Required work:
Set the records down again in full, exactly as they are, apart from the images.

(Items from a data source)

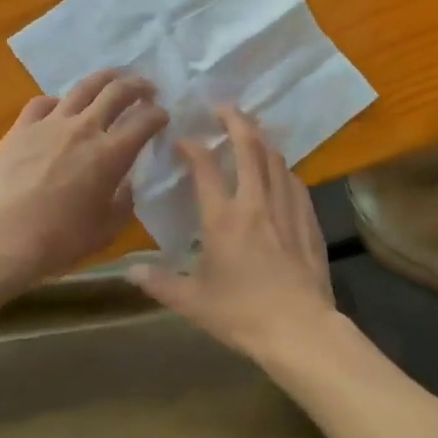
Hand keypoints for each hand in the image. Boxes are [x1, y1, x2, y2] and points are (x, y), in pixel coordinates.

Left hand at [0, 71, 168, 289]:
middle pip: (117, 92)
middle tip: (146, 89)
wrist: (3, 239)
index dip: (159, 115)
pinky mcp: (21, 129)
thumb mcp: (107, 229)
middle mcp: (84, 129)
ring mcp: (50, 124)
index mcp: (111, 154)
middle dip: (138, 86)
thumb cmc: (60, 240)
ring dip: (103, 79)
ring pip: (82, 88)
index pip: (145, 121)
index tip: (163, 116)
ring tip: (111, 80)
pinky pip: (42, 103)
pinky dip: (57, 102)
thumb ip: (124, 201)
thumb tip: (126, 184)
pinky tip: (59, 108)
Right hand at [129, 106, 336, 360]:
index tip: (183, 139)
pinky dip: (283, 167)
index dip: (193, 147)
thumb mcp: (193, 302)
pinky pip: (294, 181)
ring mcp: (286, 208)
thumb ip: (160, 283)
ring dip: (261, 139)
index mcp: (222, 218)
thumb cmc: (242, 315)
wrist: (300, 330)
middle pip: (249, 146)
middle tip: (223, 107)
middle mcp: (255, 202)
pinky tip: (280, 169)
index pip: (205, 167)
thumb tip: (129, 271)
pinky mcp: (308, 220)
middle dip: (235, 120)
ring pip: (275, 159)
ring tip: (251, 129)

Your solution:
Hand keypoints for each hand in the image. Boxes are [x1, y1, x2, y2] and points are (x, y), in pixel coordinates.

Left hand at [0, 71, 168, 289]:
middle pip: (117, 92)
middle tip: (146, 89)
wrist: (3, 239)
index dip: (159, 115)
pinky mcp: (21, 129)
thumb mcp: (107, 229)
middle mcp: (84, 129)
ring mcp: (50, 124)
index mcp: (111, 154)
middle dip: (138, 86)
thumb cmc: (60, 240)
ring dip: (103, 79)
ring pip: (82, 88)
index pip: (145, 121)
index tip: (163, 116)
ring tip: (111, 80)
pinky pip: (42, 103)
pinky dip: (57, 102)
thumb ip: (124, 201)
thumb tip: (126, 184)
pinky tip: (59, 108)
Right hand at [129, 106, 336, 360]:
index tip: (183, 139)
pinky dip: (283, 167)
index dip: (193, 147)
thumb mcp: (193, 302)
pinky pip: (294, 181)
ring mcp: (286, 208)
thumb ip: (160, 283)
ring dip: (261, 139)
index mcp: (222, 218)
thumb cmc: (242, 315)
wrist: (300, 330)
middle pip: (249, 146)
middle tip: (223, 107)
middle mcp: (255, 202)
pinky tip: (280, 169)
index pip: (205, 167)
thumb tip: (129, 271)
pinky mcp: (308, 220)
middle dip: (235, 120)
ring pip: (275, 159)
ring tip: (251, 129)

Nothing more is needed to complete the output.